Vorcaro negou-se a fornecer a senha do aparelho, o que obrigou a PF a usar mecanismos tecnológicos de última geração para chegar aos detalhes da operação financeira em que Vorcaro teria determinado repasses que totalizaram R$ 35 milhões ao resort Tayayá.
Por Redação – de Brasília
O ex-banqueiro Daniel Vorcaro, dono do liquidado Banco Master, chegou a reclamar com um interlocutor das cobranças para efetuar pagamentos em um resort do qual o ministro do Supremo Tribunal Federal (STF) Dias Toffoli era um dos principais sócios. O diálogo consta das provas extraídas pela Polícia Federal (PF) de seu celular.

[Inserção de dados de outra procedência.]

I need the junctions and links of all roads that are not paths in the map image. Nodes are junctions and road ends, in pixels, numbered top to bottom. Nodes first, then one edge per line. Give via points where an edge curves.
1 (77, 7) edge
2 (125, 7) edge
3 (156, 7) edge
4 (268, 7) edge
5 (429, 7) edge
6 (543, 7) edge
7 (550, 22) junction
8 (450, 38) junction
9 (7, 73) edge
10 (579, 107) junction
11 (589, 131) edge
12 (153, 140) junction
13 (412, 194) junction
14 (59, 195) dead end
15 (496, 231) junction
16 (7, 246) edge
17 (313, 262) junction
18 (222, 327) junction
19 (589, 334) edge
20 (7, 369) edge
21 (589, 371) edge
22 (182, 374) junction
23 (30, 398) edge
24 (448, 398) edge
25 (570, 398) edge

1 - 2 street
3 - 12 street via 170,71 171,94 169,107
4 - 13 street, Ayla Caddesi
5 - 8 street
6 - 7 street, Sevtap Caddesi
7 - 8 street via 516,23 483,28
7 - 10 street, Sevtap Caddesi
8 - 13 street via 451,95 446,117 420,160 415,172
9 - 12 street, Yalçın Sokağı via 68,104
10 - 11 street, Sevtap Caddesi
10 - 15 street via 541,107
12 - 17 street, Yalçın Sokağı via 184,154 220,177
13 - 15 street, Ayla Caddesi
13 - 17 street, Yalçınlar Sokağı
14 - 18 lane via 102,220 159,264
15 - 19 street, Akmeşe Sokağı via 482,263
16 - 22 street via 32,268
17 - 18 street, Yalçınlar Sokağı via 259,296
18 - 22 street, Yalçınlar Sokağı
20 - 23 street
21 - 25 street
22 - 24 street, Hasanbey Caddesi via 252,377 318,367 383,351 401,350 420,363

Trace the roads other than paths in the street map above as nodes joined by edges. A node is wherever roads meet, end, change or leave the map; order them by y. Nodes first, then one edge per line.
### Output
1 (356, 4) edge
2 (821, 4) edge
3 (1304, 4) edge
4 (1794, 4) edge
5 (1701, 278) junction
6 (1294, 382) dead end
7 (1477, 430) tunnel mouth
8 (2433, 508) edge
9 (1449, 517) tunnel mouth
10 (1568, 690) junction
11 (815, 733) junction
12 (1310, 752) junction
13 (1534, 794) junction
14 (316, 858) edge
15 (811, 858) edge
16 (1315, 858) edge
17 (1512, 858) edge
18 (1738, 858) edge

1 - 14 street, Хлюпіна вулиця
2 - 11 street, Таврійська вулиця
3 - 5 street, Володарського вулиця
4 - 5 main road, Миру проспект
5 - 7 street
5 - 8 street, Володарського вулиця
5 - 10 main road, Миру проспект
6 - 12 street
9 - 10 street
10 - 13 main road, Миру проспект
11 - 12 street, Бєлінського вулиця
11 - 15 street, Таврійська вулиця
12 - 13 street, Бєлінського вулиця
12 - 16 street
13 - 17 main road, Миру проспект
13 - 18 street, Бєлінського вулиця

Vorcaro negou-se a fornecer a senha do aparelho, o que obrigou a PF a usar mecanismos tecnológicos de última geração para chegar aos detalhes da operação financeira em que Vorcaro teria determinado repasses que totalizaram R$ 35 milhões ao resort Tayayá, empresa da qual Toffoli era um dos maiores acionistas. O diálogos foram obtidos com exclusividade pelo diário conservador paulistano ‘O Estado de S. Paulo’.
As evidências obtidas mostram que o cunhado do ex-empresário, Fabiano Zettel, atuava como seu operador financeiro e organizava os pagamentos suspeitos. Nas conversas, Vorcaro não explica quem era o responsável pelas cobranças.
Análise
As mensagens integram o relatório apresentado pela PF ao STF sobre a relação entre Vorcaro e Toffoli, que foi compartilhado com os dez ministros do Supremo e com a Procuradoria-Geral da República (PGR). O material ainda está sob análise do PGR, Paulo Gonet, que ainda não tomou nenhuma providência sobre o seu conteúdo. A suspeita dos investigadores é que os repasses ordenados por Vorcaro tinham Toffoli como destinatário final.
O ministro do STF é sócio da empresa Mardit, que tinha participação societária em dois resorts da rede Tayayá. Como revelou o Estadão, a empresa vendeu sua fatia de participação a fundos de investimento que tinham Fabiano Zettel, o cunhado de Vorcaro, como acionista.
Em nota divulgada, na véspera, Toffoli negou ter recebido pagamentos de Vorcaro ou manter relação de amizade com o banqueiro. Procurado pela reportagem, neste sábado, para explicar as provas obtidas pela PF, o magistrado ainda não havia se manifestado. As defesas de Vorcaro e Fabiano Zettel também foram procuradas e não responderam.